Album of the Week: Eyedress - 'Hearing Colors'

Released for free last Thursday, Eyedress’ debut mixtape ‘Hearing Colors’ collects material made by 23-year-old Idris Vicuña over the past couple of years in his bedroom in Manila, the Philippines. 

Eyedress makes dark, vocal synth pop with a shimmer and polish that’s far more advanced than his modest means of production might suggest (the mixtape was made entirely on an old laptop handed down to him by his father, an animator). Crystalline synths, rumbling arpeggiations, and cool, impassive vocals litter almost every track, which have a moody, twilit vibe, a mixture of the noir disco aesthetic that Johnny Jewel perfected across the Italians Do It Better catalogue and the rhythms of modern rap. Granted, Eyedress’ sound isn’t exactly a radical one – it was already familiar a few years ago, and it’s only grown in popularity since the release of Drive – but his music really does go beyond the cosmetic elements of this sound, not just in terms of melodies, vocal, and songwriting, but in its lyrical content.

Eyedress’ music succeeds in the way that the shadowy instrumentals interact with lyrics of nihilism and self-defeatism, soundtracking a sad, desolate nightlife. If there’s anger here, it’s a useless, frustrated anger: “I’ve been doing drugs ‘cos I don’t give a fuck,” Vicuña sings, plain-speaking, on Nature Trips, “I just wanna forget everything that's making me feel bad.” And what goes up must come down: on Everything We Touch Turns Into Gold, he sounds vulnerable and tired, closing the songs with cries of “I still think of you.” It’s teenaged and angsty, but it doesn’t make it any less truthful. The vocals either come from Vicuña himself – whose high-pitched, reverb-soaked whisper contrasts with his plain, masculine lyrics – or by vocal collaborator Skint Eastwood, whose pale voice and detached presence makes any track that she appears on a highlight.

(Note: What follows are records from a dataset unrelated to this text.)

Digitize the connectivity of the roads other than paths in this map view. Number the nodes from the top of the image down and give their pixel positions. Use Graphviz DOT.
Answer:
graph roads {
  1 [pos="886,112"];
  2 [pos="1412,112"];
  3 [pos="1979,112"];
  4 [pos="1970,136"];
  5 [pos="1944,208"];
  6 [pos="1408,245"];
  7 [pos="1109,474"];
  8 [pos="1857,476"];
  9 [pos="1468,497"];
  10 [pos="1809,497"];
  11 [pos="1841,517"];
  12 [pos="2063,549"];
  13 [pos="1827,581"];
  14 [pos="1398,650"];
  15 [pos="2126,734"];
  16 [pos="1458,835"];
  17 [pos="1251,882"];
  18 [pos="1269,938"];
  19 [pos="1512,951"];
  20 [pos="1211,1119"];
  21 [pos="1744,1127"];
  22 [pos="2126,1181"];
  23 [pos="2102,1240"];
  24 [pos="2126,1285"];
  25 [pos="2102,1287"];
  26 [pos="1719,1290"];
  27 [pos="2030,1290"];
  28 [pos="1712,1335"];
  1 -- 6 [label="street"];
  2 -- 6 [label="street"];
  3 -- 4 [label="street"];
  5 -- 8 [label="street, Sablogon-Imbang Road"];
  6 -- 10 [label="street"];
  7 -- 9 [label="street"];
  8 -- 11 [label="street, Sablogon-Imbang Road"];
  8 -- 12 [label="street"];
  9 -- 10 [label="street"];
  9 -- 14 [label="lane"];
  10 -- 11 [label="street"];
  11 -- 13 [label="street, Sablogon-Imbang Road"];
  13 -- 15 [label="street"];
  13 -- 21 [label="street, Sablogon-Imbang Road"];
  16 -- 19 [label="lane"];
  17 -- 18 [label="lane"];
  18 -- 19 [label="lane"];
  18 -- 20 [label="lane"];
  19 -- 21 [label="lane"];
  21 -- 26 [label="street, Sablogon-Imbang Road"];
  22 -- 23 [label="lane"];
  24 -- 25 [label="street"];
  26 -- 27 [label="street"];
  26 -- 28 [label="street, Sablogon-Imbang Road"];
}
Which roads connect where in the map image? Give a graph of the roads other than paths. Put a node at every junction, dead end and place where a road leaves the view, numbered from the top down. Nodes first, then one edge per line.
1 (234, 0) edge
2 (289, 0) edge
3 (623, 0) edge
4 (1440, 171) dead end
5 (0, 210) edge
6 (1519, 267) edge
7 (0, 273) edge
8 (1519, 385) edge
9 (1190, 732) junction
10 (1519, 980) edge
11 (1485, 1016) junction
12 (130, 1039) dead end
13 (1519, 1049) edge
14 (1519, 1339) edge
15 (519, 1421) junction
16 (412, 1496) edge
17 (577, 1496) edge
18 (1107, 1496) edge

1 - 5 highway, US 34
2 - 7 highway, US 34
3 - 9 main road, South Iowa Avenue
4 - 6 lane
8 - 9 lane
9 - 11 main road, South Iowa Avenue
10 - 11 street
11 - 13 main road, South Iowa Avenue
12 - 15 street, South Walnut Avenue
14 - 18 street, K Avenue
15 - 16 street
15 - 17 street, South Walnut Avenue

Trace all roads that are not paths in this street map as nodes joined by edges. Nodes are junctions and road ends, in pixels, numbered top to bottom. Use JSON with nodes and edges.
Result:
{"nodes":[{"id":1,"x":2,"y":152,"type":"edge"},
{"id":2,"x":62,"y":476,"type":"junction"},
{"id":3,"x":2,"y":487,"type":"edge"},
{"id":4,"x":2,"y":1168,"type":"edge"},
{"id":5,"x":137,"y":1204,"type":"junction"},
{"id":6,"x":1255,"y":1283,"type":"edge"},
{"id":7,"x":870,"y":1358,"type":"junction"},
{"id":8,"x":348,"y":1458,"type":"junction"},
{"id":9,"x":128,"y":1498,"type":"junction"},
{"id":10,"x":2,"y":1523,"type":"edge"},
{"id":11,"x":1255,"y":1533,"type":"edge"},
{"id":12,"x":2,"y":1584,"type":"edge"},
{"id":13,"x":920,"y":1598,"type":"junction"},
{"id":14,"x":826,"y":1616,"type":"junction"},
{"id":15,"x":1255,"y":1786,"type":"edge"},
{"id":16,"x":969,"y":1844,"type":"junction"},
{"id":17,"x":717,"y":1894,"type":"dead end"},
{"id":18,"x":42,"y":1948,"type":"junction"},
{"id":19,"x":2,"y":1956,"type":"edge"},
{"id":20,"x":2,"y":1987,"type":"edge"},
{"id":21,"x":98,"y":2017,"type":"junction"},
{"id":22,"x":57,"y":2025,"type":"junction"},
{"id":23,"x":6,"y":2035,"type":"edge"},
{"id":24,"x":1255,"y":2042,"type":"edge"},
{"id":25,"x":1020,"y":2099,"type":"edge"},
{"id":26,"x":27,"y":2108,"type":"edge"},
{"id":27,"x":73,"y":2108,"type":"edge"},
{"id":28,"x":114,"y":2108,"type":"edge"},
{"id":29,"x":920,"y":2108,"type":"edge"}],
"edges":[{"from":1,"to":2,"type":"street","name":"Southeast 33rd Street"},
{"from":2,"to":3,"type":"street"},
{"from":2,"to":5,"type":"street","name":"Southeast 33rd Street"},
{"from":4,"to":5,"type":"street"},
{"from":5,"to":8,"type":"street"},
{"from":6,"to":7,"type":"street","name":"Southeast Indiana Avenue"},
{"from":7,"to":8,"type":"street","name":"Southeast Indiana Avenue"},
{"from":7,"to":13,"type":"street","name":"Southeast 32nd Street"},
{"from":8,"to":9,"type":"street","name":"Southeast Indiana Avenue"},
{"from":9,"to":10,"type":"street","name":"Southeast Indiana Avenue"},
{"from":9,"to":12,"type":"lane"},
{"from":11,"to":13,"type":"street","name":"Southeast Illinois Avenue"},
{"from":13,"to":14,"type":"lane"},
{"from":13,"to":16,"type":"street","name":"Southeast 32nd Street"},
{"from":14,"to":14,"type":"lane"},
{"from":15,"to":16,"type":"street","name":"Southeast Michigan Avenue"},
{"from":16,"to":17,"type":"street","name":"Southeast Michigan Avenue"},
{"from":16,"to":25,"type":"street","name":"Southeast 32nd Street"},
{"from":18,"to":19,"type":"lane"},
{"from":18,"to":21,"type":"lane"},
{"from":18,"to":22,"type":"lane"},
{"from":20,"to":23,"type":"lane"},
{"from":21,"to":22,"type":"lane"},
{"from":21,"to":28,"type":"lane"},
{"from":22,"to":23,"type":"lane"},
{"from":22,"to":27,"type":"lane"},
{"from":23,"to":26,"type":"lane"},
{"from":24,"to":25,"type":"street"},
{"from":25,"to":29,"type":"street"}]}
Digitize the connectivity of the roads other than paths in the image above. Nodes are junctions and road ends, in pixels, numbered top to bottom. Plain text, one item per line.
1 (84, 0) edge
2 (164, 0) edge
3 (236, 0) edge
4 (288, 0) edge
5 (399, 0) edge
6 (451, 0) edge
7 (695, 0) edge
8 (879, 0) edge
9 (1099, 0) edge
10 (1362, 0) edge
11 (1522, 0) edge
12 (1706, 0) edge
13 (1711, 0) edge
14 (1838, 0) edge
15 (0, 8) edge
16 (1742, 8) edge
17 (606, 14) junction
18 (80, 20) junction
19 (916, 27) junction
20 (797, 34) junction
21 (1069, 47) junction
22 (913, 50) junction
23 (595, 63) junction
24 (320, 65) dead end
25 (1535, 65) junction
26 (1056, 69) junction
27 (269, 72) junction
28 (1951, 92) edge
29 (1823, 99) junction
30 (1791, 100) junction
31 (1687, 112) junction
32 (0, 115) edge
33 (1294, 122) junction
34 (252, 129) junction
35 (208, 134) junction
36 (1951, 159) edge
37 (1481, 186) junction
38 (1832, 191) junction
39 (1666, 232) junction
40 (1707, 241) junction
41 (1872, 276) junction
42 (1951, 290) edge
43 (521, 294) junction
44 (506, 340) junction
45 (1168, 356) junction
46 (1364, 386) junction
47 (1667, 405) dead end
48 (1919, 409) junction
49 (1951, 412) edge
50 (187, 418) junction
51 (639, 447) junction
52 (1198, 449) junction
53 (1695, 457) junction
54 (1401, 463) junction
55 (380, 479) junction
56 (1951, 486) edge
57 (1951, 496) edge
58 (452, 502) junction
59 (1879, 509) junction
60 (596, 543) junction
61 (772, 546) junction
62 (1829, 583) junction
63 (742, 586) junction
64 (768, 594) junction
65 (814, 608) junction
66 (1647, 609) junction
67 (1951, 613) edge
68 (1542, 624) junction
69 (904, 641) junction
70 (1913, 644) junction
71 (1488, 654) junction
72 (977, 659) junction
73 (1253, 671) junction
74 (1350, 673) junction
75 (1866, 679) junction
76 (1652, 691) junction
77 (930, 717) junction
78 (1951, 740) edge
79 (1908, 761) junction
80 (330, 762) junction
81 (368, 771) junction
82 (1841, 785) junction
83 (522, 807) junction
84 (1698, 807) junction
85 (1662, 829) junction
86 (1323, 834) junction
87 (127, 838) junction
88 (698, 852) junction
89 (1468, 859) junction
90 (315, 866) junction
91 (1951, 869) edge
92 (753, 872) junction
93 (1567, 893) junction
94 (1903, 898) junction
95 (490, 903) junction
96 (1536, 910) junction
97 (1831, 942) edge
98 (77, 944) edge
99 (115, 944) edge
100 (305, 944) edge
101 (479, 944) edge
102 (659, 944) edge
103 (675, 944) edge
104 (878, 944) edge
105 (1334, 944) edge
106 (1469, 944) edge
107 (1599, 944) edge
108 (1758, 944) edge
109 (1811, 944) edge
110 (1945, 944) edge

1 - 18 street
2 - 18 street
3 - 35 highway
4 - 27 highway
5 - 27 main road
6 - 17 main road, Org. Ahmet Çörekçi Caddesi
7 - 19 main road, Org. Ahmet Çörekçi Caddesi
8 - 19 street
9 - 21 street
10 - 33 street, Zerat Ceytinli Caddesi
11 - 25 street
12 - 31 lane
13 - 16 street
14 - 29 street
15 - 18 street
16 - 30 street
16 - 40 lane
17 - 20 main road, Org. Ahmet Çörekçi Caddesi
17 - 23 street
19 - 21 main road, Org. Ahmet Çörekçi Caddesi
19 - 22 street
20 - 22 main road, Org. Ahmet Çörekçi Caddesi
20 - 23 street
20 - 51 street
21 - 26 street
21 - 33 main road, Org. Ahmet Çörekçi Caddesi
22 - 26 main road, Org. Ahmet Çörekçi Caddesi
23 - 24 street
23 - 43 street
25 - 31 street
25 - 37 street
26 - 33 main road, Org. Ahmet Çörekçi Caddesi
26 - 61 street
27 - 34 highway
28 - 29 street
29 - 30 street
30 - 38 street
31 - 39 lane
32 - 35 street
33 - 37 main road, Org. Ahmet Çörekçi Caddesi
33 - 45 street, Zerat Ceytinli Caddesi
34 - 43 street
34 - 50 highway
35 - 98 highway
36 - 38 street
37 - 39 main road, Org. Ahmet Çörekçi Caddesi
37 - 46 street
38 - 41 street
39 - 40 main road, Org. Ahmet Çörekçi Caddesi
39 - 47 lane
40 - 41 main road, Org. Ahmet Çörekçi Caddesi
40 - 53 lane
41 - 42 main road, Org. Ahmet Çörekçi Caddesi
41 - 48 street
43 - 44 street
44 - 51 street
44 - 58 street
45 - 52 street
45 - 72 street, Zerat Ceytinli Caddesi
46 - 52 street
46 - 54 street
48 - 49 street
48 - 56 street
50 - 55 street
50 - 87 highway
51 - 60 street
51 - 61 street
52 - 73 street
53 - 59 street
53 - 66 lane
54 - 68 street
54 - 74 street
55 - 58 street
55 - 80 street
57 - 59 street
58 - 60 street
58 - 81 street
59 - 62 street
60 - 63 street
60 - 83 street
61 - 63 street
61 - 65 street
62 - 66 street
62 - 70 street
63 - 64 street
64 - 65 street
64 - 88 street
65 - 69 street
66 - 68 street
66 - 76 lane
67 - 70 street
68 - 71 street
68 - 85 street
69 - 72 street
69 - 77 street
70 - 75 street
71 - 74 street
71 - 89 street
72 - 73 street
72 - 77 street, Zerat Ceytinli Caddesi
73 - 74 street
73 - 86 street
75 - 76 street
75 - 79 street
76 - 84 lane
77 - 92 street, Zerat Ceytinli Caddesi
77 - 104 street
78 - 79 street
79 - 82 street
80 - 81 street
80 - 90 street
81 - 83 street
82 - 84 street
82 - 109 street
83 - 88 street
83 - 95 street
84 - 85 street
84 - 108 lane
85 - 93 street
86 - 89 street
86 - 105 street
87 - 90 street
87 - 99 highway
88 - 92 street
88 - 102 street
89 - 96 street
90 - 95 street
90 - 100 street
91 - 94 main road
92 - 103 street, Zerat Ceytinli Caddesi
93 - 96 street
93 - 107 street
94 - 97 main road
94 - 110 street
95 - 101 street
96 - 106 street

There are problems with ‘Hearing Colors’, but as a free mixtape, these hardly count as significant flaws. Occasionally it suffers for a lack of variety, with only the final three tracks – Mountbatten, Everything We Touch Turns Into Gold, and Don’t Disappear – deviating from the tone of the rest of the mixtape, offering light at the end of the tunnel. Similarly, much of the material has been available in the past online or on last year’s ‘Supernatural’ EP (in fact, a limited vinyl run of the mixtape was released early last year, albeit with a different sequencing). 

What’s most interesting about it is that ‘Hearing Colors’ is a stopgap for future material, so while the music might not be up to scratch just yet, it does raise the prospect of what comes next. In the last year, Eyedress has signed to Abeano, married his girlfriend, and has spent the past few months living in London. In short, life is looking up, and it should be interesting to see where Vicuña takes his music in light of these altogether more uplifting changes.

7/10

Eyedress self-released 'Hearing Colors' on April 10th 2014 (download).